I am just re pasting what was wrote by John Kenyon, CNA in Doctors Lounge.

Here is the URL: This helped me a lot to understand how breathing issue can be controlled just by right thinking.

http://www.doctorslounge.com/forums/viewtopic.php?f=92&t=25686

Here is complete cut paste, it is very useful:

The second part of my thinking on this is that while you acknowlege having some problems with anxiety, you find this breathing problem happens when “i’m home relaxing.” Unfortunately, this is a very common (and extremely confusing) phenomenon in anxious people: they feel anxiety symptoms when they believe they are actually in their most relaxed state. What often happens is that anxious people sigh a lot, something of which they are utterly unaware. When one does this chronically (usually most often when “relaxing”) it throws off excessive amounts of carbon dioxide (CO2). Since CO2 is the very thing that tells the brain it should want more air (breathing is voluntary but the urge to breathe is not), if it doesn’t get enough of it (due to it being blown off due to sighing or other faulty breathing patterns) it doesn’t “think” it needs for you to be breathing so much. The result is that you, being awake, know you should be breathing, but your brain doesn’t think so, and the result is you feel as though you’re not getting adequate air in, because your brain is actually resisting the reflex to breathe. This feels wrong, so you try harder to breathe, believing you should be (and it’s true, breathing really is important — but when we become unwittingly aware of our breathing it throws the whole process into confusion).
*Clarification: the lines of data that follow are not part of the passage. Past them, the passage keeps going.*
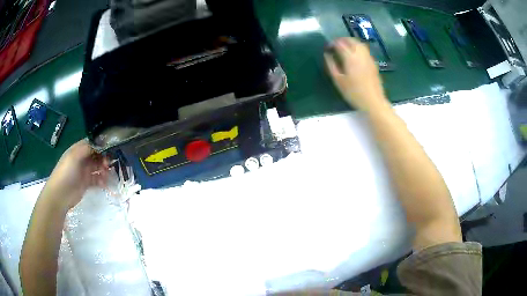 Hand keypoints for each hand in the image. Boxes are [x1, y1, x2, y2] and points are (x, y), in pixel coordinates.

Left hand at [41, 139, 109, 209]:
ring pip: (97, 167)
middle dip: (104, 158)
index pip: (92, 143)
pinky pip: (96, 179)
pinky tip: (104, 183)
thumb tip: (101, 142)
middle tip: (108, 164)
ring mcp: (84, 171)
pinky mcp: (86, 183)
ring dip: (103, 169)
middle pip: (96, 155)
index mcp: (78, 150)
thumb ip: (87, 148)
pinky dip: (101, 180)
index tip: (110, 149)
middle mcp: (82, 159)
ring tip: (106, 175)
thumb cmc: (66, 172)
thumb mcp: (75, 156)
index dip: (101, 145)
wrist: (60, 194)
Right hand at [324, 37, 388, 111]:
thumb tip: (327, 54)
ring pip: (359, 43)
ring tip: (344, 47)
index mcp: (350, 57)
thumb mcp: (338, 80)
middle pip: (351, 40)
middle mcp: (360, 54)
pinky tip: (354, 54)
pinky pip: (364, 49)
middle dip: (342, 40)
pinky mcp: (373, 62)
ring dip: (350, 42)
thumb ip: (331, 65)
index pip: (340, 44)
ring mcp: (368, 57)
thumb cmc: (354, 92)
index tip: (327, 47)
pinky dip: (357, 47)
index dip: (332, 43)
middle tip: (335, 45)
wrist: (373, 101)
This is a long way of saying your sense of shortness of breath is probably an illusion created by an anxious personality. Learning to be fully aware of this and trying to manage it consciously, sometimes can make things get back to normal. When this happens, try breathing slowly, through your nose. Try to consciously resist the urge to sigh when you’re physically at rest and relaxing. You may be surprised at how the feeling of oppressiveness disappears. At least that’s the idea.

I hope this is helpful to you, and if not, please don’t hesitate to follow up with us here. Best of luck to you.

John Kenyon, EMT, CCT

I (sunild1204), therefore understood it following way:–>

,  that breathing is a subconscious process, so making it conscious is something you should avoid. You must breathe without giving it any attention, and this shall help you in avoiding heavy/short breathing problem.